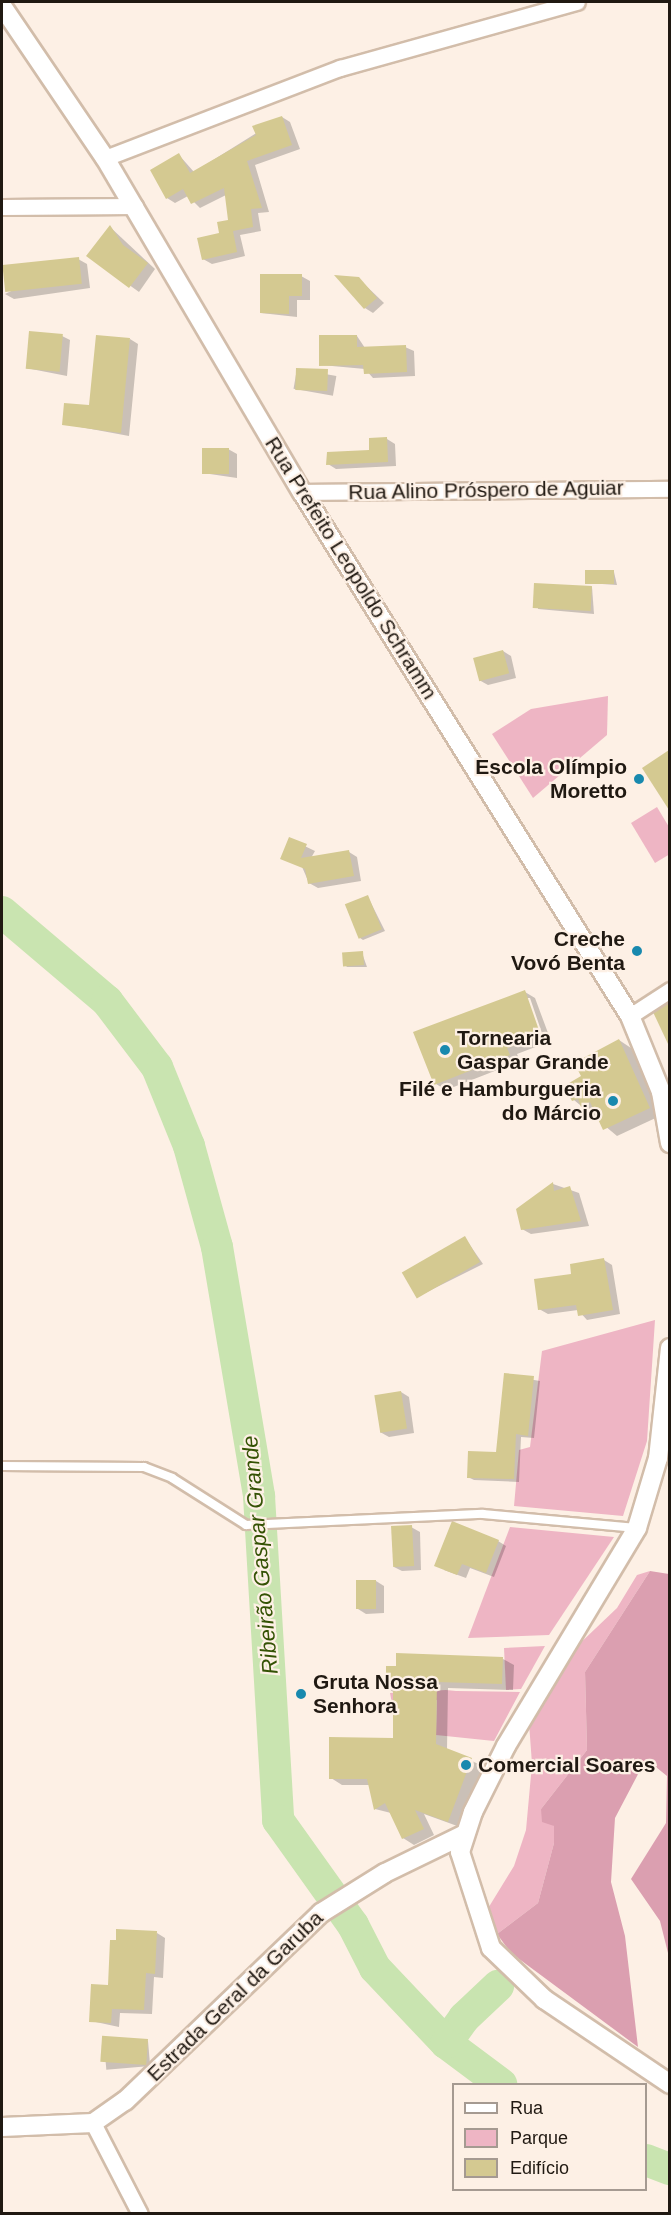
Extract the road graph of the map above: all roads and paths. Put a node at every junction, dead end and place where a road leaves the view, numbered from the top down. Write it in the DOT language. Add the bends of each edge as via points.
graph roads {
  1 [pos="577,2"];
  2 [pos="2,6"];
  3 [pos="105,158"];
  4 [pos="135,206"];
  5 [pos="2,207"];
  6 [pos="669,489"];
  7 [pos="303,492"];
  8 [pos="669,990"];
  9 [pos="630,1016"];
  10 [pos="669,1143"];
  11 [pos="669,1347"];
  12 [pos="2,1466"];
  13 [pos="637,1528"];
  14 [pos="463,1835"];
  15 [pos="669,2084"];
  16 [pos="93,2123"];
  17 [pos="2,2127"];
  18 [pos="140,2214"];
  1 -- 3 [label="street" via="340,68"];
  2 -- 3 [label="street, Rua Prefeito Leopoldo Schramm"];
  3 -- 4 [label="street, Rua Prefeito Leopoldo Schramm"];
  4 -- 5 [label="street"];
  4 -- 7 [label="street, Rua Prefeito Leopoldo Schramm"];
  6 -- 7 [label="street, Rua Alino Próspero de Aguiar"];
  7 -- 9 [label="street, Rua Prefeito Leopoldo Schramm"];
  8 -- 9 [label="street"];
  9 -- 10 [label="street, Rua Prefeito Leopoldo Schramm" via="661,1092"];
  11 -- 13 [label="street" via="658,1458"];
  12 -- 13 [label="lane" via="144,1467 181,1483 246,1526 483,1514"];
  13 -- 14 [label="street" via="544,1677"];
  14 -- 15 [label="street" via="461,1864 491,1948 544,2000"];
  14 -- 16 [label="street, Estrada Geral da Garuba" via="328,1908 125,2101"];
  16 -- 17 [label="street"];
  16 -- 18 [label="street"];
}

# WORK ORDER
Repeat the records exactly, without the pictures.

# ANSWER SECTION
Extract the road graph of the map above: all roads and paths. Put a node at every junction, dead end and place where a road leaves the view, numbered from the top down. Write it in the DOT language. Add the bends of each edge as via points.
graph roads {
  1 [pos="577,2"];
  2 [pos="2,6"];
  3 [pos="105,158"];
  4 [pos="135,206"];
  5 [pos="2,207"];
  6 [pos="669,489"];
  7 [pos="303,492"];
  8 [pos="669,990"];
  9 [pos="630,1016"];
  10 [pos="669,1143"];
  11 [pos="669,1347"];
  12 [pos="2,1466"];
  13 [pos="637,1528"];
  14 [pos="463,1835"];
  15 [pos="669,2084"];
  16 [pos="93,2123"];
  17 [pos="2,2127"];
  18 [pos="140,2214"];
  1 -- 3 [label="street" via="340,68"];
  2 -- 3 [label="street, Rua Prefeito Leopoldo Schramm"];
  3 -- 4 [label="street, Rua Prefeito Leopoldo Schramm"];
  4 -- 5 [label="street"];
  4 -- 7 [label="street, Rua Prefeito Leopoldo Schramm"];
  6 -- 7 [label="street, Rua Alino Próspero de Aguiar"];
  7 -- 9 [label="street, Rua Prefeito Leopoldo Schramm"];
  8 -- 9 [label="street"];
  9 -- 10 [label="street, Rua Prefeito Leopoldo Schramm" via="661,1092"];
  11 -- 13 [label="street" via="658,1458"];
  12 -- 13 [label="lane" via="144,1467 181,1483 246,1526 483,1514"];
  13 -- 14 [label="street" via="544,1677"];
  14 -- 15 [label="street" via="461,1864 491,1948 544,2000"];
  14 -- 16 [label="street, Estrada Geral da Garuba" via="328,1908 125,2101"];
  16 -- 17 [label="street"];
  16 -- 18 [label="street"];
}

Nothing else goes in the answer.